At the Cut’s How I Get It Done Day on Monday, March 4, Good Morning America anchor Robin Roberts spoke about her recent interviews with Jussie Smollett and Selma Blair. It was the first time Blair spoke publicly about her multiple sclerosis since being diagnosed last year.
“I didn’t know what to expect,” Roberts said of meeting with Blair. “They had me go upstairs because we were going to do the walk-and-talk before we did the interview because of her strength. So I go upstairs to her room and she is together. That’s just what I said to her, she looked phenomenal. And then she spoke” — Blair was going through an MS flare-up that affected her speech during the interview — “and I didn’t want my, I didn’t know that she had that condition where it was very difficult for her to speak, but I made sure that my eyes didn’t look at her like I’m sure people do when they see somebody or hear somebody [like that]. I know not to treat people differently. And she told me that that meant a lot to her. I just started talking to her like a girlfriend.”
Blair said she had struggled with health problems since her son was born in 2011, and only recently realized she had “aggressive MS” because doctors initially didn’t take her pain seriously. “I was a little scared of talking [in this GMA interview,] and even my neurologist said no, this will bring a lot of awareness because no one has the energy to talk when they’re in a flare-up,” Blair said. “But I do, because I love a camera.”
Roberts said she loved Blair’s sense of humor throughout the interview. “I think she was so free in talking because she had she had seen my story, and she saw how difficult but how important it was for me to share as much as I could about my breast cancer and then my blood cancer disorder,” Roberts said. “It was just an easy, easy conversation to have with her. I’m so taken aback, and so grateful.
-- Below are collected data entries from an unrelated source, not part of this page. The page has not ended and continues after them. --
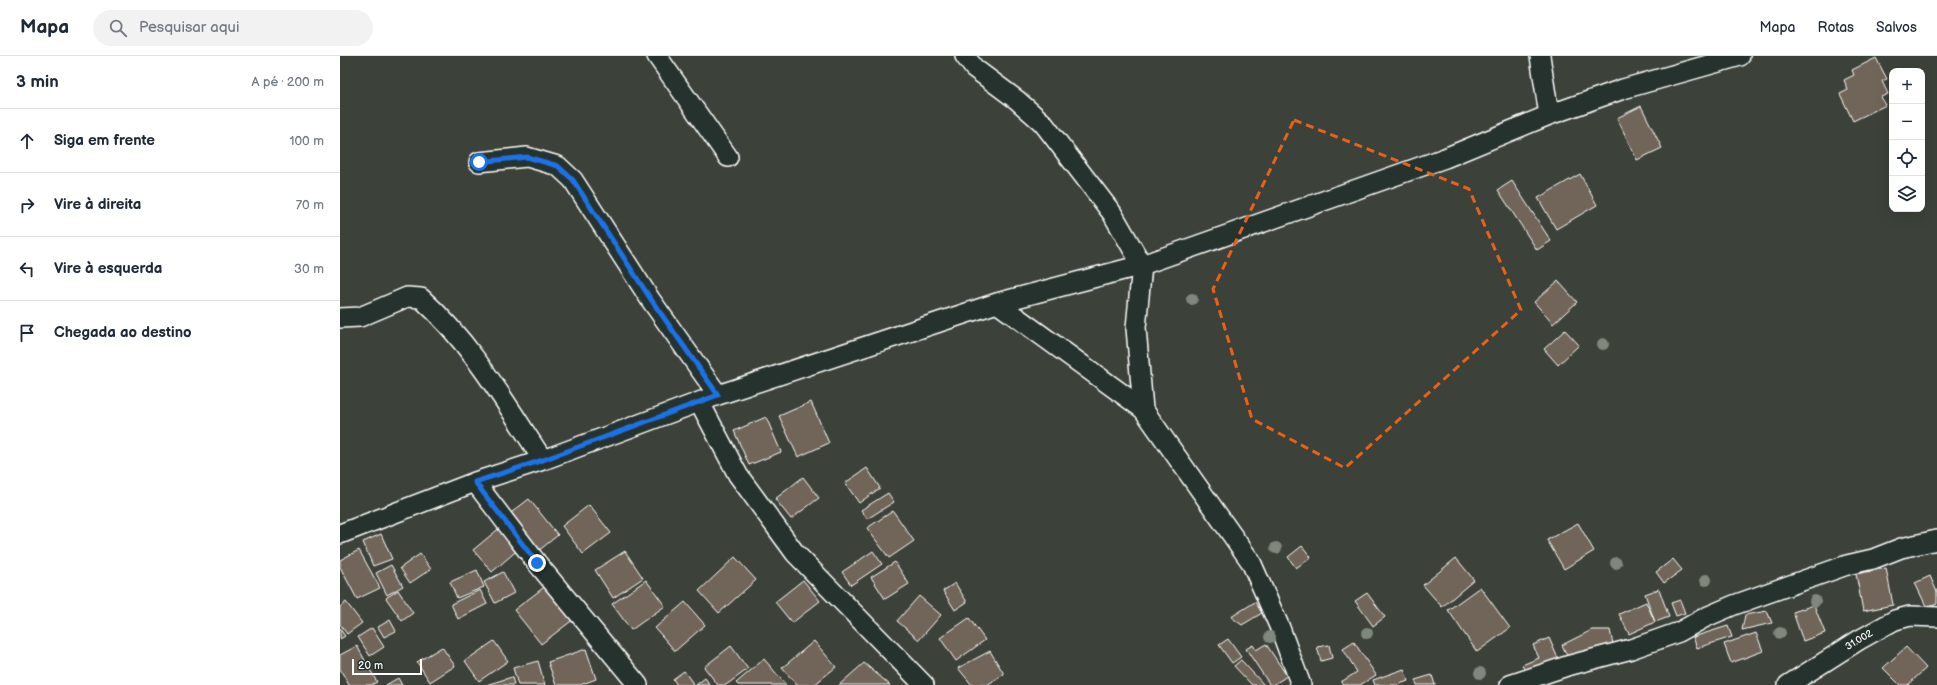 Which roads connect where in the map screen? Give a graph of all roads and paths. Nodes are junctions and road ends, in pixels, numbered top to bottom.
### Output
1 (656, 56) edge
2 (965, 56) edge
3 (1540, 56) edge
4 (1740, 56) edge
5 (1549, 115) junction
6 (728, 157) dead end
7 (479, 162) dead end
8 (1142, 265) junction
9 (997, 303) junction
10 (340, 318) edge
11 (718, 395) junction
12 (700, 403) junction
13 (1143, 409) junction
14 (543, 460) junction
15 (475, 482) junction
16 (340, 534) edge
17 (1937, 540) edge
18 (1937, 617) edge
19 (638, 685) edge
20 (924, 685) edge
21 (1301, 685) edge
22 (1510, 685) edge
23 (1788, 685) edge

1 - 6 street
2 - 8 street
3 - 5 street
4 - 5 street
5 - 8 street
7 - 11 street
8 - 9 street
8 - 13 street
9 - 11 street
9 - 13 street
10 - 14 street
11 - 12 street
12 - 14 street
12 - 20 street
13 - 21 street
14 - 15 street
15 - 16 street
15 - 19 street
17 - 22 street
18 - 23 street, 31.002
I can’t remember the last time I did an interview that received so much positive attention, positive remarks. The MS community that has come out and rallied and is so incredibly grateful to her.”
At the end of the interview, Blair said her doctor predicted she would have 90 percent of her abilities back within a year, and she offered to interview with Roberts again. “I want to document the year,” Roberts told Bugbee. “I want people to be able to see the highs and the lows.”
Roberts called her interview with Smollett a “no-win situation” where she aimed to remain “neutral.”
“I’m a black gay woman, he’s a black gay man,” she said. “He’s saying that there’s a hate crime, so if I’m too hard, then my LGBT community is going to say, ‘You don’t believe a brother,’ if I’m too light on him, it’s like, ‘Oh, because you are in the community, you’re giving him a pass.’” Two days after her interview with the Empire actor, shortly after it aired, two Nigerian brothers alleged they were paid by Smollett to stage the attack.
Roberts said her team did the best they could given the information they had at the time, thinking Smollett was a victim when they interviewed him. “I pride myself in being fair,” she said. “There’s so many people who do not come forward because others are not believed. I don’t know how this is all going to end. We still talk to the [Chicago] police superintendent.”